Recorded data:
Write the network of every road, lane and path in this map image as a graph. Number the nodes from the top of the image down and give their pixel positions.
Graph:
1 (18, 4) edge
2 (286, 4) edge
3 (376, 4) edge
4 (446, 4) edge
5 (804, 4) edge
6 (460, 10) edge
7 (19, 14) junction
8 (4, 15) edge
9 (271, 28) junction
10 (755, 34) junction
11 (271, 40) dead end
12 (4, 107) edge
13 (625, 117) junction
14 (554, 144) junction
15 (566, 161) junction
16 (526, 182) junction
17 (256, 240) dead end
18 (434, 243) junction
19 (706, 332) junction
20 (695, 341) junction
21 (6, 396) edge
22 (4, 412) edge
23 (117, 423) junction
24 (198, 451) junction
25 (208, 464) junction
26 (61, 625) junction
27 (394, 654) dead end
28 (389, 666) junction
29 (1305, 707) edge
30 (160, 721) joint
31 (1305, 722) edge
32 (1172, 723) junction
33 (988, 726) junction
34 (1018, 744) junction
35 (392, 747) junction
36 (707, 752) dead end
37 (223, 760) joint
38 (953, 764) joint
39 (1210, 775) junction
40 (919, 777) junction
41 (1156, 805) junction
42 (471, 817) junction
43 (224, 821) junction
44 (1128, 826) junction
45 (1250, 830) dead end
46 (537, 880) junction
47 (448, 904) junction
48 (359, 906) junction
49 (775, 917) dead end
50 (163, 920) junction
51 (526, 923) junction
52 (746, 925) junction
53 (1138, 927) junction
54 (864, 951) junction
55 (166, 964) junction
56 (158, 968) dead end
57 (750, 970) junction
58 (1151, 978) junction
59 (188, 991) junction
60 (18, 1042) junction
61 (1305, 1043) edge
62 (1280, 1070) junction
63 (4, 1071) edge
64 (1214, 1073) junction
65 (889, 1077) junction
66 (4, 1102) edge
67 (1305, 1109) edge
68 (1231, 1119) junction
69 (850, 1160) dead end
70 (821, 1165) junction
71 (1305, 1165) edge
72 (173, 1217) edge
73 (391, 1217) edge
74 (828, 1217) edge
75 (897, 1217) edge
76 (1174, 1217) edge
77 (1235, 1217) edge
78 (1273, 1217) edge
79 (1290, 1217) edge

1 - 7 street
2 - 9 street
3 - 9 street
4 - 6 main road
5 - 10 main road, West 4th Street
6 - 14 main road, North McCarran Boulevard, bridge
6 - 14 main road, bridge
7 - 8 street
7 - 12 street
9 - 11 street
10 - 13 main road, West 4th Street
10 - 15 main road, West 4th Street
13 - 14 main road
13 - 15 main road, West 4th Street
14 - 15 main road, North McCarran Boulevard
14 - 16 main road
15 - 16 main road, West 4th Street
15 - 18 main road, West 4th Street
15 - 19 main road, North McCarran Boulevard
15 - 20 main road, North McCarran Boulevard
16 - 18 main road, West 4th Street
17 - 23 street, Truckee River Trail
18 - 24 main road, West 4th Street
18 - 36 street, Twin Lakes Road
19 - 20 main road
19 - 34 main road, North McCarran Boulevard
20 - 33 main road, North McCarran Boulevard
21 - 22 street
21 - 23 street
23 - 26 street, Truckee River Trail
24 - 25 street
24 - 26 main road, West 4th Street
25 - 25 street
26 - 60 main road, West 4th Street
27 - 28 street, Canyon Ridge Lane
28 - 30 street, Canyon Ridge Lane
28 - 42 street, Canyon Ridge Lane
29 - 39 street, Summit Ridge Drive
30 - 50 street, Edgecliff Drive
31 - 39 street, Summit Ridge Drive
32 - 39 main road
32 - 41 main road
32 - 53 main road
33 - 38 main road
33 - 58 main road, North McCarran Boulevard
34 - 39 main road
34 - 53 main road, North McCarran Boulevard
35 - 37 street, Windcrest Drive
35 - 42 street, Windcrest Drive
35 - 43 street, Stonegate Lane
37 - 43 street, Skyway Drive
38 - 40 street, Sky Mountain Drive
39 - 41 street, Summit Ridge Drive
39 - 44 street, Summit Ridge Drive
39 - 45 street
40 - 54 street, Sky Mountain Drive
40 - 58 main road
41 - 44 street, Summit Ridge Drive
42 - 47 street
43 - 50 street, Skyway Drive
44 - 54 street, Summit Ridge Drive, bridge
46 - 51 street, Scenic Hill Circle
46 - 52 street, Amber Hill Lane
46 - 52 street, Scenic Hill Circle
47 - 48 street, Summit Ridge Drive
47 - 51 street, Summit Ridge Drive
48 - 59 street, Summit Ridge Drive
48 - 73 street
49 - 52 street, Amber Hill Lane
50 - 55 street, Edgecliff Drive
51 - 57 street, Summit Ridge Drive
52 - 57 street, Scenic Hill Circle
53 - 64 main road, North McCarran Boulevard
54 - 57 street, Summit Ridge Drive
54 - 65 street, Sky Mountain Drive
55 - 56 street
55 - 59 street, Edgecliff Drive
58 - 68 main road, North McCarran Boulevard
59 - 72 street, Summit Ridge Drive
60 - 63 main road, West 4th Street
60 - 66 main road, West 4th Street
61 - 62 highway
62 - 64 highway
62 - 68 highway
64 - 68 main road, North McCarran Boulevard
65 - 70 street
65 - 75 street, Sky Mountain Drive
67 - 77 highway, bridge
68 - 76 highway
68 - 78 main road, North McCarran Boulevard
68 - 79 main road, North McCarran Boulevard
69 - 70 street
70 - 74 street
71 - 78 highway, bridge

What you will do:
Pull each line holding "Summit" out of the listing.

Solved exercise:
29 - 39 street, Summit Ridge Drive
31 - 39 street, Summit Ridge Drive
39 - 41 street, Summit Ridge Drive
39 - 44 street, Summit Ridge Drive
41 - 44 street, Summit Ridge Drive
44 - 54 street, Summit Ridge Drive, bridge
47 - 48 street, Summit Ridge Drive
47 - 51 street, Summit Ridge Drive
48 - 59 street, Summit Ridge Drive
51 - 57 street, Summit Ridge Drive
54 - 57 street, Summit Ridge Drive
59 - 72 street, Summit Ridge Drive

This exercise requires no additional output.